INSTRUCTIONS FOR THE TASK: Read through the records below and copy each line that uses the word "Melville".

EXERCISE MATERIALS:
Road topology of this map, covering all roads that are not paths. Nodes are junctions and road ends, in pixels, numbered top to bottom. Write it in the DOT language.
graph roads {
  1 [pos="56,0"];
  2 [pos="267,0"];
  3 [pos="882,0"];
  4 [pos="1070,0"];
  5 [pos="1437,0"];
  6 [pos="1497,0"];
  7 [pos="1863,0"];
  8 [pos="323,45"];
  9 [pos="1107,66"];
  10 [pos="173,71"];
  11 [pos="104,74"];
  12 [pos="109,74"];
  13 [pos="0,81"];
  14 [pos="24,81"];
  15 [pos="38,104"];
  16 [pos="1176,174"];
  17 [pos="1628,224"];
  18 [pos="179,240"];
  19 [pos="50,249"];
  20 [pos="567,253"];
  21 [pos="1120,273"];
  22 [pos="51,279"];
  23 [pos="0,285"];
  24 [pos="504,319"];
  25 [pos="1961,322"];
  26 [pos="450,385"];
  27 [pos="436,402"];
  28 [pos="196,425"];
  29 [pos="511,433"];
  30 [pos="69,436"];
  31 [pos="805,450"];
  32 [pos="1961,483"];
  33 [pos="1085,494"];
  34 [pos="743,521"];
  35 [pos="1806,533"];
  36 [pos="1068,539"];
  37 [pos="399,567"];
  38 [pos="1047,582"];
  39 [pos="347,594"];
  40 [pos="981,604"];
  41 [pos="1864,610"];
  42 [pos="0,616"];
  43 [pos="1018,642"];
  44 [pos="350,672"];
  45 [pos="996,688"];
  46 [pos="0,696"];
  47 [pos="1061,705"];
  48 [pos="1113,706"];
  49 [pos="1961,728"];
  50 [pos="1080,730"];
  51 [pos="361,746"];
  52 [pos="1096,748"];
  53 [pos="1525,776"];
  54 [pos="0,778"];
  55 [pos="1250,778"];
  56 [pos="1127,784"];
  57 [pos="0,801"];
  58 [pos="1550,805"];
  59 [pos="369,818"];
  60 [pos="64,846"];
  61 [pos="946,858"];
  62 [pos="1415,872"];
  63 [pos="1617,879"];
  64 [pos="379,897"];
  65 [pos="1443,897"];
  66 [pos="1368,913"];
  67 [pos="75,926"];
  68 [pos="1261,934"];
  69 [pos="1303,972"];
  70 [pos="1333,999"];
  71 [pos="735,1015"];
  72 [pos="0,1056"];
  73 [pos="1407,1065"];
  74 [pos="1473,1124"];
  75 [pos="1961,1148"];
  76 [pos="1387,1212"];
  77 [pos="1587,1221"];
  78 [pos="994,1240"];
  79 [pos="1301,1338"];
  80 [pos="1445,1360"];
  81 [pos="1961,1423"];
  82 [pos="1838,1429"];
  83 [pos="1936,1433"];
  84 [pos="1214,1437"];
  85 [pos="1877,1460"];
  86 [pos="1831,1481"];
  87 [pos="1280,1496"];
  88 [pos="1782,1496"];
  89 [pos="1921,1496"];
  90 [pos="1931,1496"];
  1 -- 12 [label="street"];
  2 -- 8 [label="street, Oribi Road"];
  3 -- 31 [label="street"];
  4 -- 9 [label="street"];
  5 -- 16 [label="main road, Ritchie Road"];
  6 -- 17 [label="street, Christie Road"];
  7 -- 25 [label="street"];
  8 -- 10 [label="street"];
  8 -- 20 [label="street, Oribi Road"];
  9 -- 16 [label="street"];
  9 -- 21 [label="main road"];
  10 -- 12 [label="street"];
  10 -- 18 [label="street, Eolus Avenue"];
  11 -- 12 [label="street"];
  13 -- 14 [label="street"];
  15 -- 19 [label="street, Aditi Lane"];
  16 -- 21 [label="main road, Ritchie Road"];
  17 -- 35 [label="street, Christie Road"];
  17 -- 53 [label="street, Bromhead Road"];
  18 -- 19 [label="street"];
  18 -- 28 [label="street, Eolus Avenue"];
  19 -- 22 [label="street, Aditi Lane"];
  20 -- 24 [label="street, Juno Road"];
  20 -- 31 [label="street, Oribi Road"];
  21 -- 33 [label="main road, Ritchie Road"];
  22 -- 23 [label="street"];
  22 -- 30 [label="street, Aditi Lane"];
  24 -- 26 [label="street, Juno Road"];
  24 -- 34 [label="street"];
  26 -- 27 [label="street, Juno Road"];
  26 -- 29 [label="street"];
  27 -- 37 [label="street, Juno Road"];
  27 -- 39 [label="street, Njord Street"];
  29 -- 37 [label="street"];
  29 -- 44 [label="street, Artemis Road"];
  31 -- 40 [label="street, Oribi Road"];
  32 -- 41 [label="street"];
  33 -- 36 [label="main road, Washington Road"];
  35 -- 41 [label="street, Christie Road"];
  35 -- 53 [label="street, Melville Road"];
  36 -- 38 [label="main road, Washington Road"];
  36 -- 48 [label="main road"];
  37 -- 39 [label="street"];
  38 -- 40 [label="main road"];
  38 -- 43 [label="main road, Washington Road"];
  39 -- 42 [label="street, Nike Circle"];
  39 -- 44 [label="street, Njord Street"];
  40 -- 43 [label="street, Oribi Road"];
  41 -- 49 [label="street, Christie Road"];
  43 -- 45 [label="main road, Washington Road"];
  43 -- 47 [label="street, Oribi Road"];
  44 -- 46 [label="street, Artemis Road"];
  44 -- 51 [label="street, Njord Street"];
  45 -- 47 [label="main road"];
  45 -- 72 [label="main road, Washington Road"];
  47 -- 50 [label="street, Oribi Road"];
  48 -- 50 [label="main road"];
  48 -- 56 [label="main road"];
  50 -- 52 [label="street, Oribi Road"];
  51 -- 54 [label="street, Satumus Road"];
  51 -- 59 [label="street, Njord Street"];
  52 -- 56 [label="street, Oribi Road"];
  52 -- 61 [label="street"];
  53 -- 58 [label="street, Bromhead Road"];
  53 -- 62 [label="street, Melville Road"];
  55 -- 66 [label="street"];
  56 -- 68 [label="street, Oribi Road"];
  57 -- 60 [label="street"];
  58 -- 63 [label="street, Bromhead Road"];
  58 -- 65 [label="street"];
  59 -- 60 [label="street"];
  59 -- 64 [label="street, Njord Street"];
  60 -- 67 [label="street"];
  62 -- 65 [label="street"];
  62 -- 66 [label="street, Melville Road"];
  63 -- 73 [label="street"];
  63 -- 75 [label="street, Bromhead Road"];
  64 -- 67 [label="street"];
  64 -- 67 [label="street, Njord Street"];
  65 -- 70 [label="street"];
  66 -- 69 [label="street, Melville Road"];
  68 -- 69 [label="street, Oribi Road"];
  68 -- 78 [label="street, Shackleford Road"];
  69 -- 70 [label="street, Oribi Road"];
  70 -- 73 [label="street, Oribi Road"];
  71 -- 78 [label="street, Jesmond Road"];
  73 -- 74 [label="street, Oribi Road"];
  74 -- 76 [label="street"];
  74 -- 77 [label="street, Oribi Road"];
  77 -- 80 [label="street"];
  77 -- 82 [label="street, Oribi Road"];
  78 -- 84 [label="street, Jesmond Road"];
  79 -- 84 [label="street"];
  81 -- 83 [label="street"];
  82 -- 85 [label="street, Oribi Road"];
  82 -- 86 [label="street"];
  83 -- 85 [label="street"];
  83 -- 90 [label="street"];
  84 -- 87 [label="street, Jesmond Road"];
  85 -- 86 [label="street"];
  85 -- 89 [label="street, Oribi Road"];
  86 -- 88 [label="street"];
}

WRITTEN REPLY:
  35 -- 53 [label="street, Melville Road"];
  53 -- 62 [label="street, Melville Road"];
  62 -- 66 [label="street, Melville Road"];
  66 -- 69 [label="street, Melville Road"];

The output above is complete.